Low-cost GNSS instruments have been seen as an alternative to geodetic instruments for monitoring, positioning, and navigation purposes. The last generation of these receivers can receive satellites signal on two frequencies, and this makes them more comparable with high–ended geodetic receivers.

In this work, the noise of low-cost receivers was estimated, and the impact of different antennas on the positional quality was analyzed. Low-cost receivers with calibrated antennas were compared with geodetic instruments and the differences were discussed and analyzed. The results of this work led to the following conclusions:

• Low-cost multi–frequency GNSS receiver (ZED–F9P) had small receiver noise, which was at the sub–millimeter level.
• The tested uncalibrated antennas (Tallysman and Survey) demonstrated similar performances—the difference of the estimated horizontal and vertical components from the true value was at the millimeter level or even smaller.
• The short baseline test showed that low-cost GNSS instruments (with Survey Calibrated antennas) had similar positioning precision with the geodetic GNSS instruments; however, the latter had higher accuracy.

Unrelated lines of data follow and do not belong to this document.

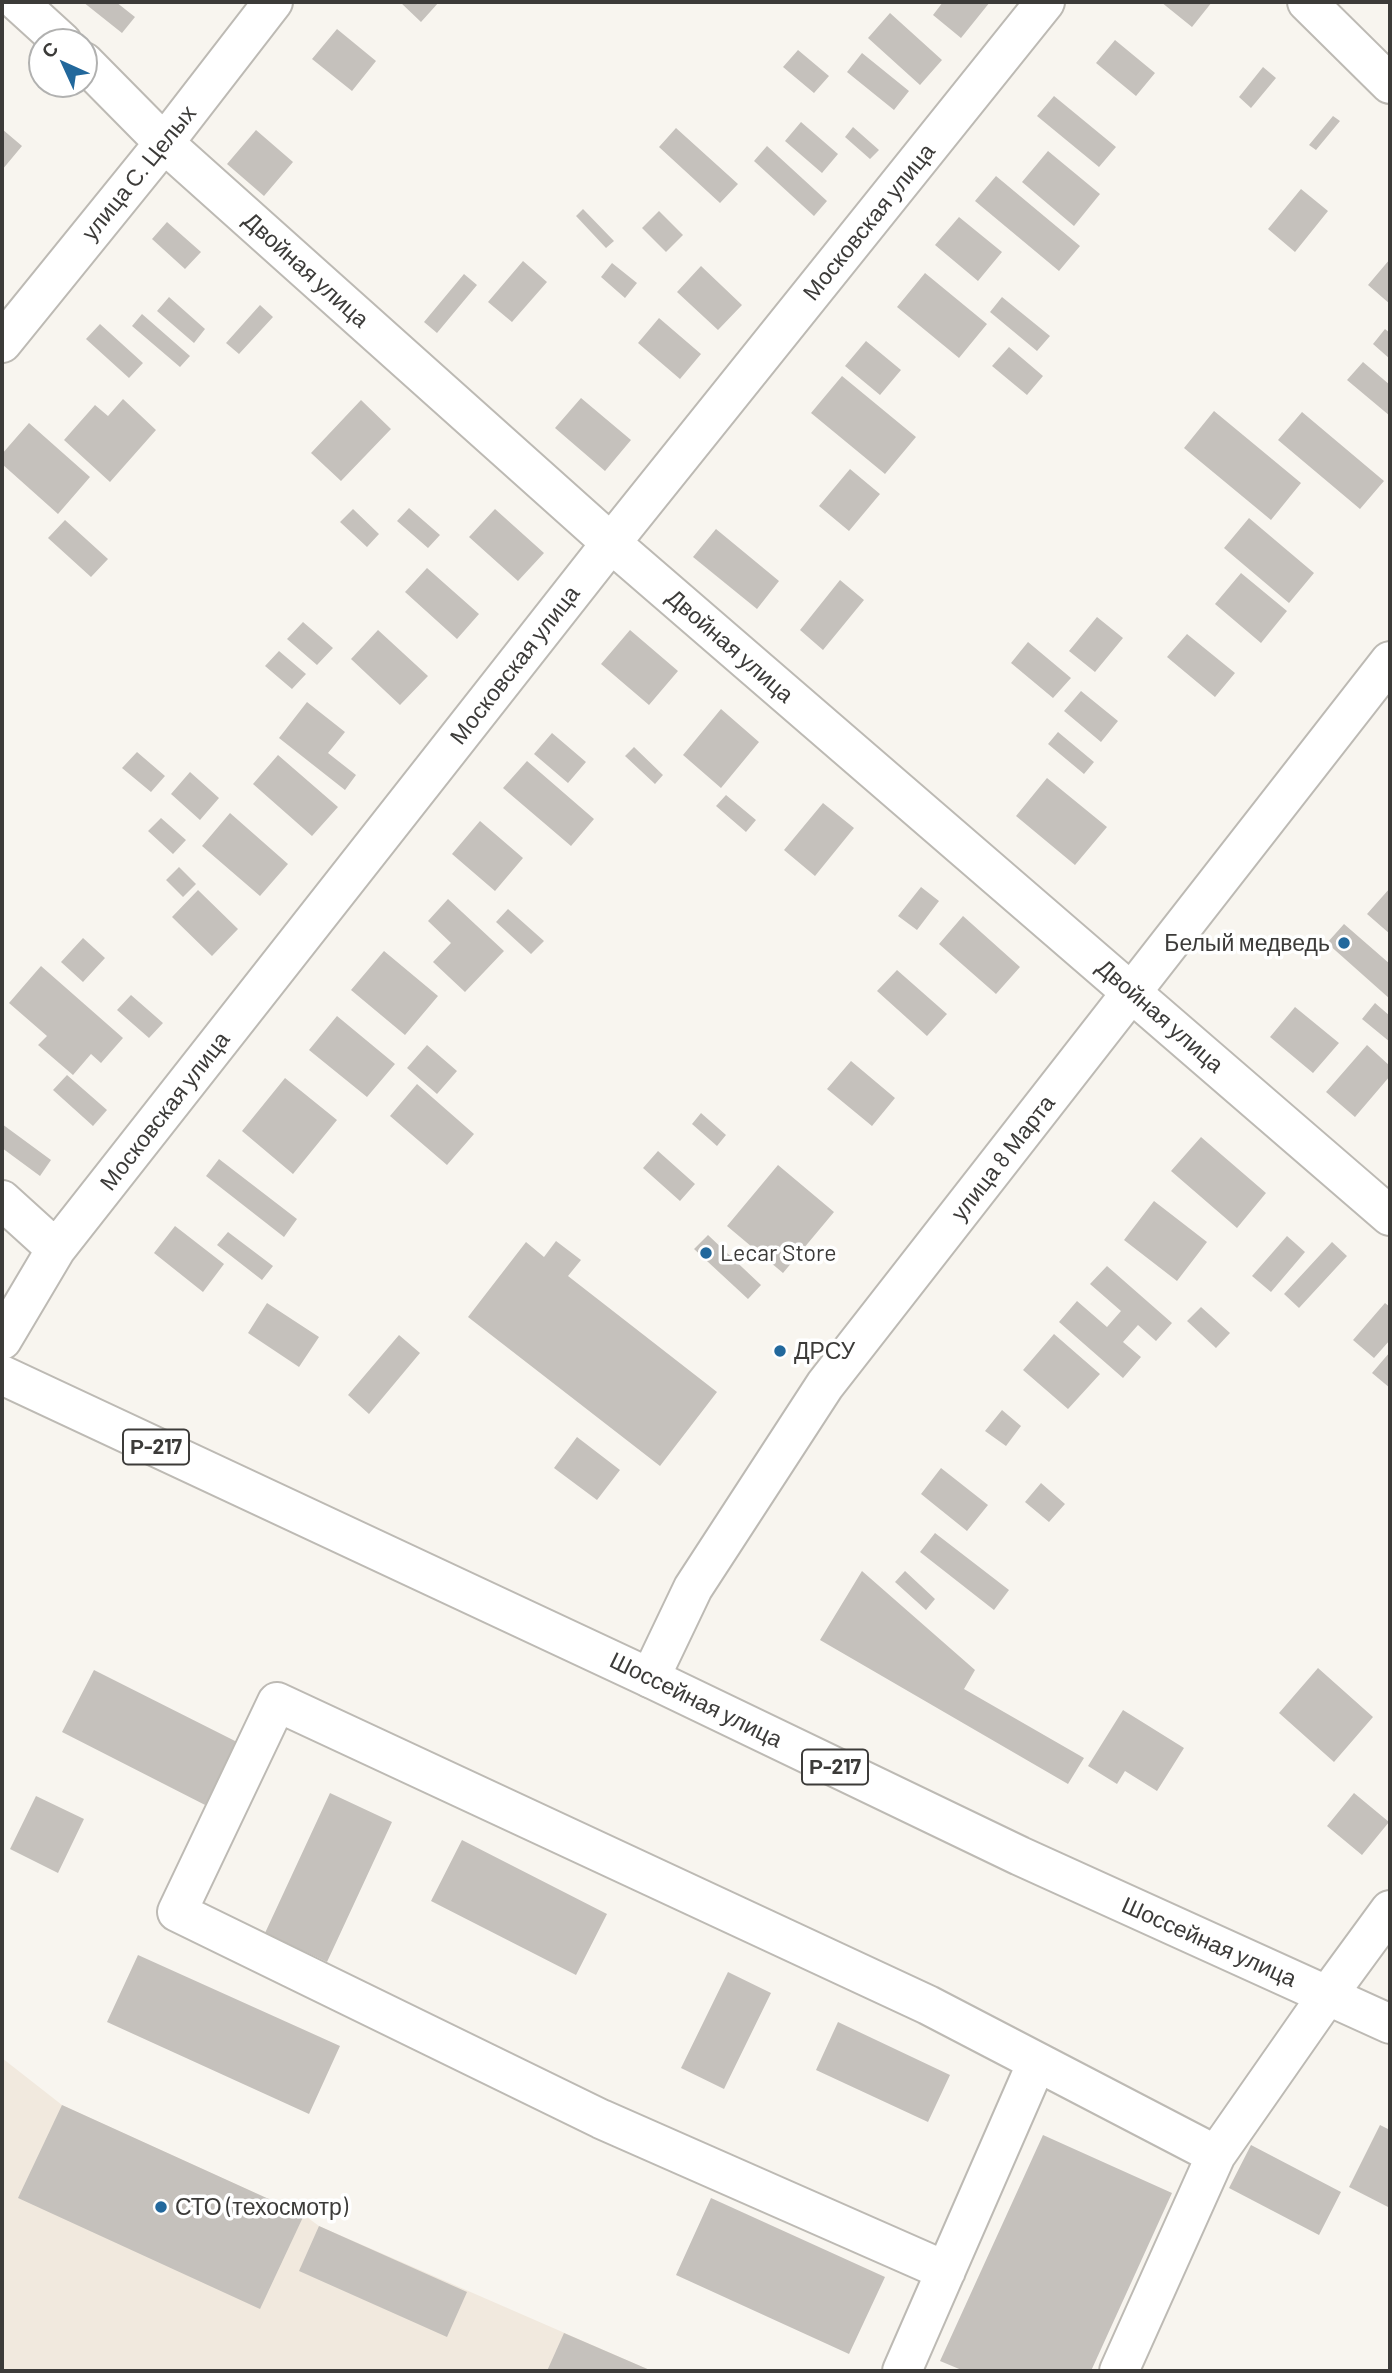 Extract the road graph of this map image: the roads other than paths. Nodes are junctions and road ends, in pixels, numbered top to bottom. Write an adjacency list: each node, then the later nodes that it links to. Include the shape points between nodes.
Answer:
1 (18, 2): 5 (main road)
2 (273, 2): 8 (main road, улица С. Целых)
3 (1045, 2): 10 (main road, Московская улица)
4 (1307, 2): 7 (main road)
5 (47, 28)
6 (98, 76): 8 (main road, Двойная улица)
7 (1390, 84)
8 (164, 143): 9 (main road, улица С. Целых); 10 (main road, Двойная улица)
9 (2, 343)
10 (611, 543): 12 (main road, Двойная улица); 15 (main road, Московская улица)
11 (1390, 661): 12 (main road, улица 8 Марта)
12 (1133, 992): 14 (main road, Двойная улица); 18 (main road, улица 8 Марта, via 824,1385 693,1588)
13 (2, 1200): 15 (main road)
14 (1390, 1216)
15 (56, 1248): 16 (main road, Московская улица)
16 (2, 1340)
17 (2, 1376): 18 (main road, Шоссейная улица / Р-217)
18 (650, 1678): 20 (main road, Шоссейная улица / Р-217, via 1020,1856)
19 (1390, 1910): 20 (main road)
20 (1327, 1996): 21 (main road, Шоссейная улица / Р-217); 23 (main road)
21 (1390, 2024)
22 (1037, 2062): 23 (main road); 24 (main road); 24 (main road, via 915,2000 277,1702 177,1912 601,2119)
23 (1216, 2155): 26 (main road)
24 (946, 2272): 25 (main road)
25 (902, 2371)
26 (1119, 2371)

• Low-cost GNSS instruments can provide coordinates with a few millimeters of precision over a short time interval that is adequate in certain applications; however, they are not on the same level as geodetic instruments, considering that the obtained precision from the minimum constrain adjustment of the established geodetic network was four times better for geodetic instruments.

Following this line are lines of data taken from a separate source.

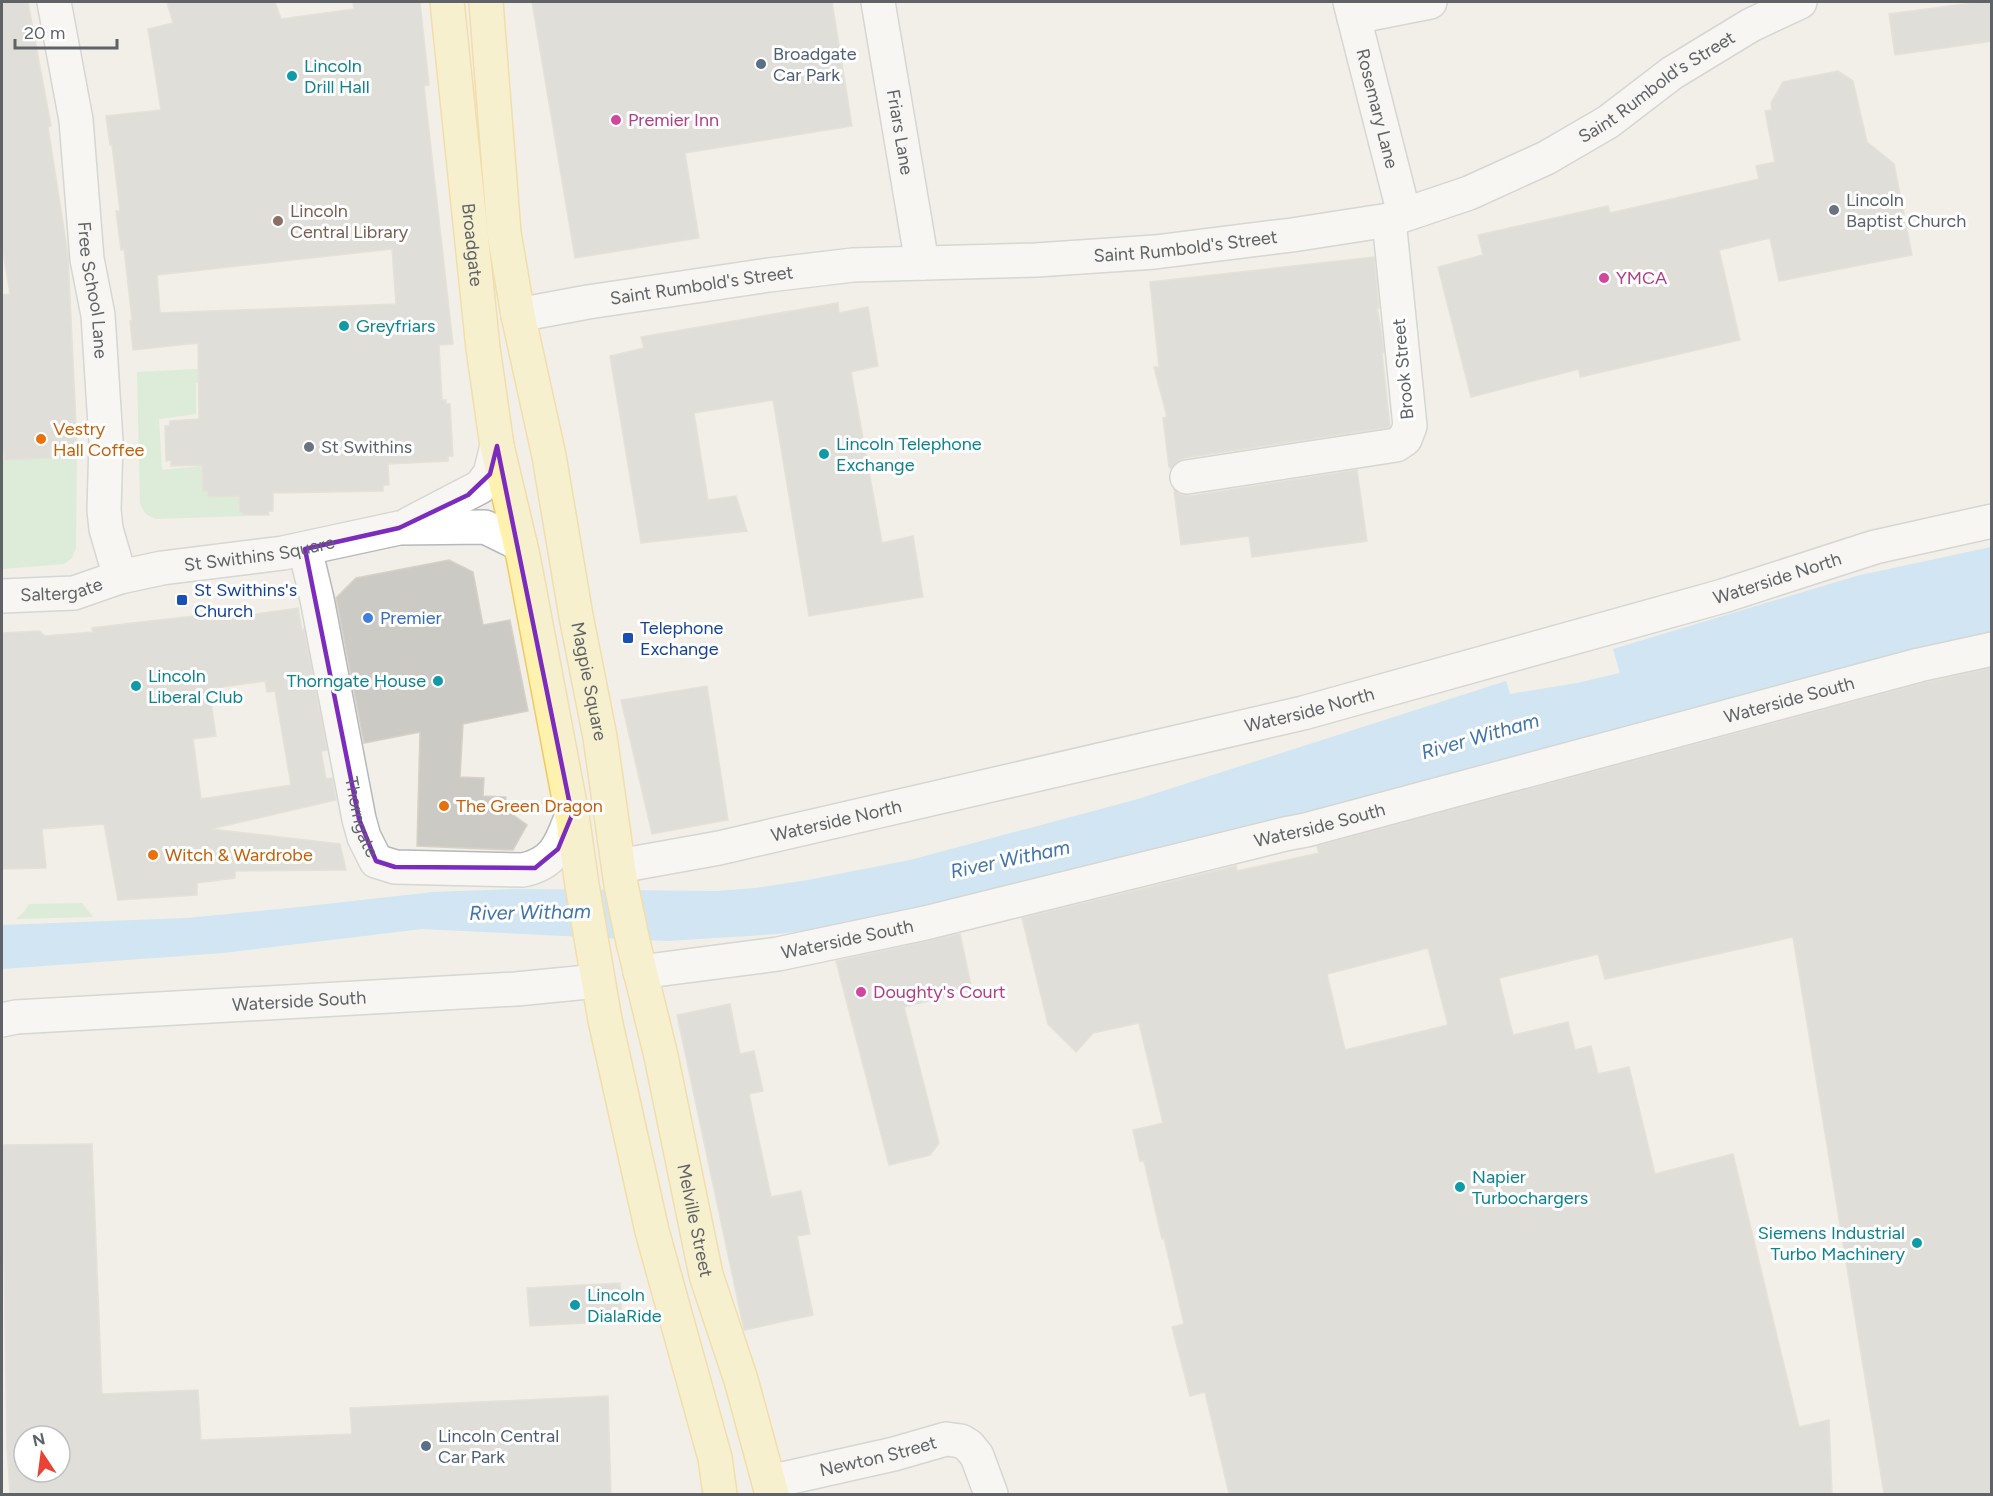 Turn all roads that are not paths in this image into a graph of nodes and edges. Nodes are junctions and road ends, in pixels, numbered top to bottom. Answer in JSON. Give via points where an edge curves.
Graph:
{"nodes":[{"id":1,"x":54,"y":2,"type":"edge"},
{"id":2,"x":447,"y":2,"type":"edge"},
{"id":3,"x":486,"y":2,"type":"edge"},
{"id":4,"x":878,"y":2,"type":"edge"},
{"id":5,"x":1430,"y":2,"type":"edge"},
{"id":6,"x":1800,"y":2,"type":"edge"},
{"id":7,"x":1352,"y":9,"type":"edge"},
{"id":8,"x":1396,"y":217,"type":"junction"},
{"id":9,"x":922,"y":263,"type":"junction"},
{"id":10,"x":518,"y":315,"type":"junction"},
{"id":11,"x":497,"y":446,"type":"junction"},
{"id":12,"x":1187,"y":477,"type":"dead end"},
{"id":13,"x":553,"y":479,"type":"joint"},
{"id":14,"x":1992,"y":521,"type":"edge"},
{"id":15,"x":399,"y":528,"type":"junction"},
{"id":16,"x":520,"y":544,"type":"junction"},
{"id":17,"x":305,"y":549,"type":"junction"},
{"id":18,"x":120,"y":578,"type":"junction"},
{"id":19,"x":2,"y":596,"type":"edge"},
{"id":20,"x":1992,"y":649,"type":"edge"},
{"id":21,"x":572,"y":815,"type":"junction"},
{"id":22,"x":620,"y":876,"type":"junction"},
{"id":23,"x":636,"y":957,"type":"junction"},
{"id":24,"x":598,"y":981,"type":"junction"},
{"id":25,"x":2,"y":1020,"type":"edge"},
{"id":26,"x":771,"y":1488,"type":"edge"},
{"id":27,"x":720,"y":1494,"type":"edge"},
{"id":28,"x":991,"y":1494,"type":"edge"}],
"edges":[{"from":1,"to":18,"type":"street","name":"Free School Lane","via":[[76,120],[86,249],[99,315],[106,441],[104,510]]},
{"from":2,"to":11,"type":"main road","name":"Broadgate"},
{"from":3,"to":10,"type":"main road","name":"Broadgate","via":[[504,233]]},
{"from":4,"to":9,"type":"street","name":"Friars Lane"},
{"from":5,"to":7,"type":"street"},
{"from":6,"to":8,"type":"street","name":"Saint Rumbold's Street","via":[[1751,25],[1672,73],[1608,122],[1546,158],[1469,193]]},
{"from":7,"to":8,"type":"street","name":"Rosemary Lane"},
{"from":8,"to":9,"type":"street","name":"Saint Rumbold's Street","via":[[1293,235],[1155,252]]},
{"from":8,"to":12,"type":"street","name":"Brook Street","via":[[1410,426],[1405,439],[1396,445]]},
{"from":9,"to":10,"type":"street","name":"Saint Rumbold's Street","via":[[853,265],[769,275]]},
{"from":10,"to":13,"type":"main road","name":"Broadgate"},
{"from":11,"to":15,"type":"street","name":"St Swithins Square","via":[[490,474],[480,487]]},
{"from":11,"to":16,"type":"main road","name":"Broadgate"},
{"from":13,"to":22,"type":"main road","name":"Magpie Square","via":[[600,737]]},
{"from":14,"to":22,"type":"street","name":"Waterside North","via":[[1875,547],[1723,596],[1304,714],[719,848]]},
{"from":15,"to":16,"type":"street","name":"St Swithins Square","via":[[485,527]]},
{"from":15,"to":17,"type":"street","name":"St Swithins Square"},
{"from":16,"to":21,"type":"main road"},
{"from":17,"to":18,"type":"street","name":"St Swithins Square","via":[[162,568]]},
{"from":17,"to":21,"type":"street","name":"Thorngate","via":[[359,819],[376,861],[395,867],[535,868],[558,849]]},
{"from":18,"to":19,"type":"street","name":"Saltergate","via":[[74,593]]},
{"from":20,"to":23,"type":"street","name":"Waterside South","via":[[1907,668],[1306,830],[925,923],[778,954]]},
{"from":21,"to":24,"type":"main road"},
{"from":22,"to":23,"type":"main road","name":"Magpie Square"},
{"from":23,"to":26,"type":"main road","name":"Melville Street","via":[[661,1056],[706,1275]]},
{"from":24,"to":25,"type":"street","name":"Waterside South"},
{"from":24,"to":27,"type":"main road","via":[[651,1231],[715,1458]]},
{"from":26,"to":28,"type":"street","name":"Newton Street","via":[[946,1439],[969,1446],[977,1456]]}]}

All the tests were performed in the open sky and in an area with small multipath error that was in the favor of the low-cost antennas, which are more sensitive to multipath. To fully evaluate the performance of the low-cost receivers, more tests will be realized in the future over long baselines and real environmental conditions where different factors, such as multipath, weather conditions, and others, can influence the results.